• **Raw data**
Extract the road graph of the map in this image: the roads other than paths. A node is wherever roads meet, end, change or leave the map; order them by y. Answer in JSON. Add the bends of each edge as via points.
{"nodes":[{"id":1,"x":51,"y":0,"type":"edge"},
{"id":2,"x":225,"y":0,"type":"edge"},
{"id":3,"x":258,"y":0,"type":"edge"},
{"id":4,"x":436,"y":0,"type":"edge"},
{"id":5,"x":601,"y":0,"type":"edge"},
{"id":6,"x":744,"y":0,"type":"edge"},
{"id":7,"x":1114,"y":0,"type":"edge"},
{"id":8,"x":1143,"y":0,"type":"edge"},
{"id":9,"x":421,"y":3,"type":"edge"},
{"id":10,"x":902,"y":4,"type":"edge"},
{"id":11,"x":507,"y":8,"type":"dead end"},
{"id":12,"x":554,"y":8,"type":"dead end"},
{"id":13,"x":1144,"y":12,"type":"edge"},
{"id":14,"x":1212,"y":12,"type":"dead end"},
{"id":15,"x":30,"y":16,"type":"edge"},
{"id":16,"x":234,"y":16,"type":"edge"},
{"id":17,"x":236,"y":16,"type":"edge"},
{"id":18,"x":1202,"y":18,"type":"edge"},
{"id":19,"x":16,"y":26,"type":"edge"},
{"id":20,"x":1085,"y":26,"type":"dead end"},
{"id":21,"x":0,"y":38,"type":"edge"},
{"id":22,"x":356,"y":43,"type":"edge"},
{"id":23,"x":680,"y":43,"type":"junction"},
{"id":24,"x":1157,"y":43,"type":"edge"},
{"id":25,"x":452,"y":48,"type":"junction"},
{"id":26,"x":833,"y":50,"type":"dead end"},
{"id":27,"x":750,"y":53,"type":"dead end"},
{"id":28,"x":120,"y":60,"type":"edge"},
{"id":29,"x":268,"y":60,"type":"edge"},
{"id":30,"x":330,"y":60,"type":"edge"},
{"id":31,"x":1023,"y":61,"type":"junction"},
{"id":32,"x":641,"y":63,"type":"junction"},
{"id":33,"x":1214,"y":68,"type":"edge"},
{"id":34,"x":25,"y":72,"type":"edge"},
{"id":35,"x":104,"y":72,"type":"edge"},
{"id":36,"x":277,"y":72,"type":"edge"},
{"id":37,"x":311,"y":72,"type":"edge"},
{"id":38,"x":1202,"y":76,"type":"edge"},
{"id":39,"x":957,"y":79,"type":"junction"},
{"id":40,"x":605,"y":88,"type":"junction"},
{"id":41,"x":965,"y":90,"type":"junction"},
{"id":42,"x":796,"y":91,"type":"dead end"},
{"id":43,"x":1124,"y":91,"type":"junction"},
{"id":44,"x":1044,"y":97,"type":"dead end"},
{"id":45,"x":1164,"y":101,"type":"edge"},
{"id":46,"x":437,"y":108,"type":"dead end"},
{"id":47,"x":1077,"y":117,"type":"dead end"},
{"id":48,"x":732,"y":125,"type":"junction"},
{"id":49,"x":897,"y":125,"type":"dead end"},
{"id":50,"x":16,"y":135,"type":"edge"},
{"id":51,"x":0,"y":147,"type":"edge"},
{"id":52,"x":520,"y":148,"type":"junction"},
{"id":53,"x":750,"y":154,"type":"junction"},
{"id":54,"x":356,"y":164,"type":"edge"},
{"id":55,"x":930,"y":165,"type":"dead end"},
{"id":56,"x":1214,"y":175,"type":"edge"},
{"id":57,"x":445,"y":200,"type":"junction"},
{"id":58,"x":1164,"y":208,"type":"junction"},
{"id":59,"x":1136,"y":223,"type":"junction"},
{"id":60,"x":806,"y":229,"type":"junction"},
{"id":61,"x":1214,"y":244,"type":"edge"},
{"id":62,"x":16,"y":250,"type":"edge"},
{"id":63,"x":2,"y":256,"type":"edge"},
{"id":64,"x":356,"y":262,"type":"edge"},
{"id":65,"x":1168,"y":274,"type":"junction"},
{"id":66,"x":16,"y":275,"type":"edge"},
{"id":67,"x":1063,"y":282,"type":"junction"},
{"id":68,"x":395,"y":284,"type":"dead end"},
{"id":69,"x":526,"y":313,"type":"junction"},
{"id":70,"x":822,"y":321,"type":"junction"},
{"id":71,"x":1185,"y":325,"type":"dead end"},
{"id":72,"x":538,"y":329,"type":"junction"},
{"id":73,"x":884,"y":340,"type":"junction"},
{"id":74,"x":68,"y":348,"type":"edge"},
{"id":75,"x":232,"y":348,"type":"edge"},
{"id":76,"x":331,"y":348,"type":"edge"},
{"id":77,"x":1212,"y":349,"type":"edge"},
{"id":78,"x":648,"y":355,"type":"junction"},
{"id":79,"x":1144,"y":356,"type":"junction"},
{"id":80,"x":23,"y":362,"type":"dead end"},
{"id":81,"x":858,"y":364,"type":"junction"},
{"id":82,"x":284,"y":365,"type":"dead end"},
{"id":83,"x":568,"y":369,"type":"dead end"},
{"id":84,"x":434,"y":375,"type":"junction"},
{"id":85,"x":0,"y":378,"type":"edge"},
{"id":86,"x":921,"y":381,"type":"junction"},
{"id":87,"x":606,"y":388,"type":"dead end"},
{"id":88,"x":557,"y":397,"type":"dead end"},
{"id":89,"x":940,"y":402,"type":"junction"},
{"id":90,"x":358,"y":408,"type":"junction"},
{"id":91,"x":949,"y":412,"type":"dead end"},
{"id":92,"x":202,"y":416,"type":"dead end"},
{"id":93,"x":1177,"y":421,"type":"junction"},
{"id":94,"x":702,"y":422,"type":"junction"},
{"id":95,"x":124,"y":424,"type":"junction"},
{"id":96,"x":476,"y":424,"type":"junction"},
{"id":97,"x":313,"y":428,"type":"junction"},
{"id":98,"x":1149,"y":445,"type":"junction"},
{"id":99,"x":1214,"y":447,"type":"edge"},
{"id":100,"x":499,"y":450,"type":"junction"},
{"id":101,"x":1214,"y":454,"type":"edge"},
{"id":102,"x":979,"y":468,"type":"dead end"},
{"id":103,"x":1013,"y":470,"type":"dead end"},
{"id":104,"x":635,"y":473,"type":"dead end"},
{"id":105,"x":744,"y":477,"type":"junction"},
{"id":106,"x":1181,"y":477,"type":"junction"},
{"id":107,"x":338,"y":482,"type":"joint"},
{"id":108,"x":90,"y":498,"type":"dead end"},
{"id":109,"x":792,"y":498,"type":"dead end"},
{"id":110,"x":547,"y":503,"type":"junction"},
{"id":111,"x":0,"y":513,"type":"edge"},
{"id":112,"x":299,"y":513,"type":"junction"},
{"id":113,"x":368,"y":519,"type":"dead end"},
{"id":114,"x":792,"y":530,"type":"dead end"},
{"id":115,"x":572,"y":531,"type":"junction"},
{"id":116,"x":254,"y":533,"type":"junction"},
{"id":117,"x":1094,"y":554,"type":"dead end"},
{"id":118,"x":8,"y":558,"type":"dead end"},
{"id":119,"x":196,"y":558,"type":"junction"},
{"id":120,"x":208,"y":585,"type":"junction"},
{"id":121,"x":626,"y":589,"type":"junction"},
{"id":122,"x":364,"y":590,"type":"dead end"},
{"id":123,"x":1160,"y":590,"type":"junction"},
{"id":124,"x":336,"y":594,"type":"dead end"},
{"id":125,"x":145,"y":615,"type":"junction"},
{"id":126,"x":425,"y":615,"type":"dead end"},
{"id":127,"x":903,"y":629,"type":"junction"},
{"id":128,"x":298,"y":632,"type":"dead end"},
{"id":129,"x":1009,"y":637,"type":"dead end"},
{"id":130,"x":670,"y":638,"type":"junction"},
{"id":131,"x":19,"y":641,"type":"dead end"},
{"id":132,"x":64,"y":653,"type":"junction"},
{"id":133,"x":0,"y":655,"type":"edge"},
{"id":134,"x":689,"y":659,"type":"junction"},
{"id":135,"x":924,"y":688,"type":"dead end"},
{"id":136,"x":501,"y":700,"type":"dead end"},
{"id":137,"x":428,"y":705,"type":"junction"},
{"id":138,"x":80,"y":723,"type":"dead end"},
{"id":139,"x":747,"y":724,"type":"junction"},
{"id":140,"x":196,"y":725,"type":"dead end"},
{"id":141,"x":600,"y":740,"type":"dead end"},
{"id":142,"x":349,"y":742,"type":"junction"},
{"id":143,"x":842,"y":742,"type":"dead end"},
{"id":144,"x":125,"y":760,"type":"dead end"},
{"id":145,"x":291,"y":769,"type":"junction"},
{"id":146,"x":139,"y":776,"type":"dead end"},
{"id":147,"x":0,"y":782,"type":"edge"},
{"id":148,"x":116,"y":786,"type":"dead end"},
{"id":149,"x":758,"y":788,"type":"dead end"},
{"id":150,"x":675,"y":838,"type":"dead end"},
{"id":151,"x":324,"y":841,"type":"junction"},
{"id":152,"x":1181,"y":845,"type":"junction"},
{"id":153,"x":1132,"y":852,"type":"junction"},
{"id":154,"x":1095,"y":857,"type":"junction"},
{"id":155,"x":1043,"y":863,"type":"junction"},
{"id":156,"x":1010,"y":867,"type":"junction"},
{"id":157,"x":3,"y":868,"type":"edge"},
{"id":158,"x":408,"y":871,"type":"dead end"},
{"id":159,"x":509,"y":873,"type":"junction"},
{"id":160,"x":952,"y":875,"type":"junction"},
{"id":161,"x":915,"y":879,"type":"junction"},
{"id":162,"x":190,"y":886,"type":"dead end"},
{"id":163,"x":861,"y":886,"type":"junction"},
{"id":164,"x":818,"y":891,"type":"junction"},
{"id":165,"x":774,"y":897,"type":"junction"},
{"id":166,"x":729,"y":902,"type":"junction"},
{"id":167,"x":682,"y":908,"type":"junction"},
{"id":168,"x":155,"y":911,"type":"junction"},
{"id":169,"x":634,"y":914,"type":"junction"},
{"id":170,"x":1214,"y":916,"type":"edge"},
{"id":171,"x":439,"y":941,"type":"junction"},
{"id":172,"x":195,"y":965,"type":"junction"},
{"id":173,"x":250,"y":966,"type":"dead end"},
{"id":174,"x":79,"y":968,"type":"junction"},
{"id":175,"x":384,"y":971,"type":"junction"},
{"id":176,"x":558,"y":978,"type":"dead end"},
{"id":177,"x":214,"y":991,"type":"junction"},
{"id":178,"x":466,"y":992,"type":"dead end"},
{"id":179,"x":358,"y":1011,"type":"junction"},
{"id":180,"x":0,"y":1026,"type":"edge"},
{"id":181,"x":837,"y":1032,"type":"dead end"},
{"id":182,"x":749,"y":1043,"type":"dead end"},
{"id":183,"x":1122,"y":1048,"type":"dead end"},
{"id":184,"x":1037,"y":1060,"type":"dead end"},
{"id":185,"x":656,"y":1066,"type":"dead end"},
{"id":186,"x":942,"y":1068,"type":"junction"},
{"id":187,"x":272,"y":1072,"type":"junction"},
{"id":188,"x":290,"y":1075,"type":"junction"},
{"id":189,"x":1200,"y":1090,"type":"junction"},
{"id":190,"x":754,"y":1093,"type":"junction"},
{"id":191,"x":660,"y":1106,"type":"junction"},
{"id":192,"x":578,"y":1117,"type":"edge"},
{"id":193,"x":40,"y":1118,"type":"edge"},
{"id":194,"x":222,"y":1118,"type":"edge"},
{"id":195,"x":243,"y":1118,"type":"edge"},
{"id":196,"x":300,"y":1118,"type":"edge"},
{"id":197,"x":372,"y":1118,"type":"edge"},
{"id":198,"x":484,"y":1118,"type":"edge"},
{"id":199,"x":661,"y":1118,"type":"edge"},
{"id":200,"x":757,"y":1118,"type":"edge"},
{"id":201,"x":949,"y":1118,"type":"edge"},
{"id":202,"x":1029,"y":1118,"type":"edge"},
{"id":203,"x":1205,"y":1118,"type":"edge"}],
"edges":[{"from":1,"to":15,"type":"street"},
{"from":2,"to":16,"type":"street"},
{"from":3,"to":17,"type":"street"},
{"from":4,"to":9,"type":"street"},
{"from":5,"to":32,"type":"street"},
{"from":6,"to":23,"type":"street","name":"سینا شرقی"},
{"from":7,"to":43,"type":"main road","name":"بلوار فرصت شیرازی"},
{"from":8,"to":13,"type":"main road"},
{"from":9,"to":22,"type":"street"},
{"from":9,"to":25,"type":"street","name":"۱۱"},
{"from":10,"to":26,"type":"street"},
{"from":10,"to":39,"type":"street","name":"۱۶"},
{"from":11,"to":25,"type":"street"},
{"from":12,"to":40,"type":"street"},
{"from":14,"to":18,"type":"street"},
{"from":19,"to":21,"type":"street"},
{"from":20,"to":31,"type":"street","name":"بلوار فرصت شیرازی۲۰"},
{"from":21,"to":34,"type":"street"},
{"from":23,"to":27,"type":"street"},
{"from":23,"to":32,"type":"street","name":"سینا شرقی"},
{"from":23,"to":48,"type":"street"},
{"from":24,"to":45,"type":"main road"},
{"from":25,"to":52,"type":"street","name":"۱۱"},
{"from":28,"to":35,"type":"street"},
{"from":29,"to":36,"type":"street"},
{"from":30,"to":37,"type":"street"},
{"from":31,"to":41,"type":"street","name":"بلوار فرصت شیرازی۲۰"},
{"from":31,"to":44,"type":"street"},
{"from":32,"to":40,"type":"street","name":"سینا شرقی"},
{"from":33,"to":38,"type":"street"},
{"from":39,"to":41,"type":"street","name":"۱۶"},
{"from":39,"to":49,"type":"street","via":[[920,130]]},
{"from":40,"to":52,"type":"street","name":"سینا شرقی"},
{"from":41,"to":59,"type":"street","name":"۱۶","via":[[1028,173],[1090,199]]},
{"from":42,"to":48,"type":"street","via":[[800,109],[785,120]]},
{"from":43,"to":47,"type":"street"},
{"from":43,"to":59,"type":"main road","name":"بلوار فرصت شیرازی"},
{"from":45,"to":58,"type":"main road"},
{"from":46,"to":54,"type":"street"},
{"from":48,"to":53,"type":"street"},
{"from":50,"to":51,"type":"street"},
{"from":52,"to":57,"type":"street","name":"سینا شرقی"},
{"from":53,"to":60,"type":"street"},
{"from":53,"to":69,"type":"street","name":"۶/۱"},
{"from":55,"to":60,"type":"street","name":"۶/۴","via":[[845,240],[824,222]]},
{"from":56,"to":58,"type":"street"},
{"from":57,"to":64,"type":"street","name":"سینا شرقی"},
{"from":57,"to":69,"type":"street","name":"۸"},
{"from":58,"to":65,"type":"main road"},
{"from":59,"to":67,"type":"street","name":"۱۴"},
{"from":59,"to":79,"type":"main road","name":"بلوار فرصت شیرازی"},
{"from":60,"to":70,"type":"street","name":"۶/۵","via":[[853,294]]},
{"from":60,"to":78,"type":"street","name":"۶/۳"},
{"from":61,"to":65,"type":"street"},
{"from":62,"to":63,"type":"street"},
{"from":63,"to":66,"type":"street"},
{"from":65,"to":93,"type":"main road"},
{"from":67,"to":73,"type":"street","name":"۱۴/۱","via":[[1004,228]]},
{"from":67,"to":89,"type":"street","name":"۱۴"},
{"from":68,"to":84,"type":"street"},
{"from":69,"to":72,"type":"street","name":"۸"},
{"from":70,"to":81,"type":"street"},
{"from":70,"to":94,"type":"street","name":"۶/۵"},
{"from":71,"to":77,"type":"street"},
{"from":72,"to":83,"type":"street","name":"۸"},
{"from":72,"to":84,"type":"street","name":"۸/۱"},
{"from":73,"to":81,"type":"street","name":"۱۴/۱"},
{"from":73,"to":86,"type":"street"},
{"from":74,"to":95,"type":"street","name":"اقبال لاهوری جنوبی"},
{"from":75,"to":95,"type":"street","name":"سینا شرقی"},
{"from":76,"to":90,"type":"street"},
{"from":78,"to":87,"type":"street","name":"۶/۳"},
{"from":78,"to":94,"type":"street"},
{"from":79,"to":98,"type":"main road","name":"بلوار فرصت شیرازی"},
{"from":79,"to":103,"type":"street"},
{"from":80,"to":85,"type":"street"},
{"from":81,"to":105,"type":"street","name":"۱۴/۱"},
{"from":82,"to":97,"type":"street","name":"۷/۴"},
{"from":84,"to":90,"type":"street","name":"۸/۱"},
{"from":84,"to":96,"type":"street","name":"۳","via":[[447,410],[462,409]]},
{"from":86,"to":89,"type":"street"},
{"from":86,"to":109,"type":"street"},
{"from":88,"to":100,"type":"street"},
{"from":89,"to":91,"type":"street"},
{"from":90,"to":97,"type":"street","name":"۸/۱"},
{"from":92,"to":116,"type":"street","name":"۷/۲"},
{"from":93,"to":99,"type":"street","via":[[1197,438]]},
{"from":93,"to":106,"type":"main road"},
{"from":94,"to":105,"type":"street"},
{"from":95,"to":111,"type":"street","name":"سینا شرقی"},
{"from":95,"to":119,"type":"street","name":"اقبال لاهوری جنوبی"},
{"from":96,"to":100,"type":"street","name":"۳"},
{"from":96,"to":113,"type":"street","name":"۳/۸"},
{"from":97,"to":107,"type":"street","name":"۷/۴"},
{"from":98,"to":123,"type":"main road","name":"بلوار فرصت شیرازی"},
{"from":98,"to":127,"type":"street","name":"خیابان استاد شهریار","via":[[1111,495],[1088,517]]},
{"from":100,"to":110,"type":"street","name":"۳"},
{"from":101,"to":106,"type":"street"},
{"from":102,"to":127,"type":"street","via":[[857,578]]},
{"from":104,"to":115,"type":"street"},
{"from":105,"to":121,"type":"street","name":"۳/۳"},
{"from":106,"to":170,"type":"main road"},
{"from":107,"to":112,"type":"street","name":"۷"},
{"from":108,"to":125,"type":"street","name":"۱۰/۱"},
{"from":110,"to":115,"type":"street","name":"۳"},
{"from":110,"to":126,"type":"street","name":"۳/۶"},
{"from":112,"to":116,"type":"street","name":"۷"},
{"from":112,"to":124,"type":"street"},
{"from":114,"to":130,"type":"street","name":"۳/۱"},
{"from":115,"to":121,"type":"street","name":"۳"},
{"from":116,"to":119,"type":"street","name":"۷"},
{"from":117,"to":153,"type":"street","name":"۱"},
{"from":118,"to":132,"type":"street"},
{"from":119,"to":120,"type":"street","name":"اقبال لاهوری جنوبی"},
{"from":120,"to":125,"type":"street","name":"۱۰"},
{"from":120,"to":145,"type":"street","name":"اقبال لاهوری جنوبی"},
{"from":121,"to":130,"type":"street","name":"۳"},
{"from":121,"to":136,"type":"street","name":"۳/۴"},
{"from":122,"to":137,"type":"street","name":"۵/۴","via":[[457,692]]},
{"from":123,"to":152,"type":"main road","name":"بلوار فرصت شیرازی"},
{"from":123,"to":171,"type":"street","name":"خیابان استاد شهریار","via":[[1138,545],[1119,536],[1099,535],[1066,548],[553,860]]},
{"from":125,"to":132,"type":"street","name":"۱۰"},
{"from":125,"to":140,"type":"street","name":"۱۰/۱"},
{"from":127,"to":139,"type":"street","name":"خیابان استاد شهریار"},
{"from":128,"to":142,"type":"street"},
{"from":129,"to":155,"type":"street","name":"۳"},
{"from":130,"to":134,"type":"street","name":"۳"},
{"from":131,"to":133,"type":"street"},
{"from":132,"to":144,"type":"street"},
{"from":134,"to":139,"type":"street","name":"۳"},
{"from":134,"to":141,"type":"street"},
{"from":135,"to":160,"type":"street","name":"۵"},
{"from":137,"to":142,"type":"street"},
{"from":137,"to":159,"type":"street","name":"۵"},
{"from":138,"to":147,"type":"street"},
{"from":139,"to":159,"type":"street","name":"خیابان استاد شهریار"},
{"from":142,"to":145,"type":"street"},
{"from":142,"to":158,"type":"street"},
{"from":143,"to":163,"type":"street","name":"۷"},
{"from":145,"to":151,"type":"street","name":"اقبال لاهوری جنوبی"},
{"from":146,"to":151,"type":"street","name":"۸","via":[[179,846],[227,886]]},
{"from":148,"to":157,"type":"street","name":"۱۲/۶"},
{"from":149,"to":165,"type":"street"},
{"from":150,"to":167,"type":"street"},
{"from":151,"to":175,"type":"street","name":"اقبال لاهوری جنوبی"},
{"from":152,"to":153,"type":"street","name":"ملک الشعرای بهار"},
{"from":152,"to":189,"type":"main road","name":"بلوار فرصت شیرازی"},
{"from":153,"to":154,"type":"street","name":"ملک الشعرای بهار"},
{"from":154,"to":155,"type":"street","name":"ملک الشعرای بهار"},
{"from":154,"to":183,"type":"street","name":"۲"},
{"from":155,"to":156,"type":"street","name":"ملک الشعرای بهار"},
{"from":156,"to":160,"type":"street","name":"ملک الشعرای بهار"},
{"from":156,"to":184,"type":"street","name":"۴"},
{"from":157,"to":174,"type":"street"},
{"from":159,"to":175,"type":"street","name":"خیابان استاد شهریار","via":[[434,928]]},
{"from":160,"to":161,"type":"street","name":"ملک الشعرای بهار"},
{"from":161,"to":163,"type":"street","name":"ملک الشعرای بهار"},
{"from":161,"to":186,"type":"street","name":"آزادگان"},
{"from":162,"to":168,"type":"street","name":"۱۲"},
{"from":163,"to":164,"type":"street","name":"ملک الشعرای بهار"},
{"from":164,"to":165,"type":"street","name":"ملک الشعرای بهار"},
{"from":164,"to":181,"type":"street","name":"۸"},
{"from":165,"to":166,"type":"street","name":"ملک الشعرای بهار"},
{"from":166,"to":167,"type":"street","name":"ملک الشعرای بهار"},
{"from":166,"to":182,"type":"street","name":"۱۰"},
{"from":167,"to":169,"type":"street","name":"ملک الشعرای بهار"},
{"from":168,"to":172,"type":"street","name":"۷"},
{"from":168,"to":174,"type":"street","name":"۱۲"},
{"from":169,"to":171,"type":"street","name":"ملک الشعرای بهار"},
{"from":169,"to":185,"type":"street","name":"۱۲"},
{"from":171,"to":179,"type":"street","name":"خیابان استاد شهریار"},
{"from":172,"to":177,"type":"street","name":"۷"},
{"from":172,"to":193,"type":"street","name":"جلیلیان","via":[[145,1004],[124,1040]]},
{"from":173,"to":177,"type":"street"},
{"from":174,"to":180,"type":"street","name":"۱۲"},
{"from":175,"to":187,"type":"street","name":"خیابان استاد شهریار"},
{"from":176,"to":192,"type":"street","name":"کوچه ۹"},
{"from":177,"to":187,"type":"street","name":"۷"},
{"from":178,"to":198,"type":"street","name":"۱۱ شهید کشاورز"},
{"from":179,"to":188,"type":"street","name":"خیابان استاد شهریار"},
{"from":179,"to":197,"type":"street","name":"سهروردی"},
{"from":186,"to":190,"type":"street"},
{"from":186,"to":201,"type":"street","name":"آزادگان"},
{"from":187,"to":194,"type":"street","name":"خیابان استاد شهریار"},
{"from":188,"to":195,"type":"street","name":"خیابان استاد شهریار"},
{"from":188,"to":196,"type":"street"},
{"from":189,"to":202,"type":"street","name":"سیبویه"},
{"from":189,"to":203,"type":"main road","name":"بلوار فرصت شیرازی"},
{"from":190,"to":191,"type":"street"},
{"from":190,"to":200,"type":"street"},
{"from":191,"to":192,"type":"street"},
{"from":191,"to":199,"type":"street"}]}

• **Work task**
Please count how many lines of the listing include the word "آزادگان", giving the number by itself.

• **The completed task**
2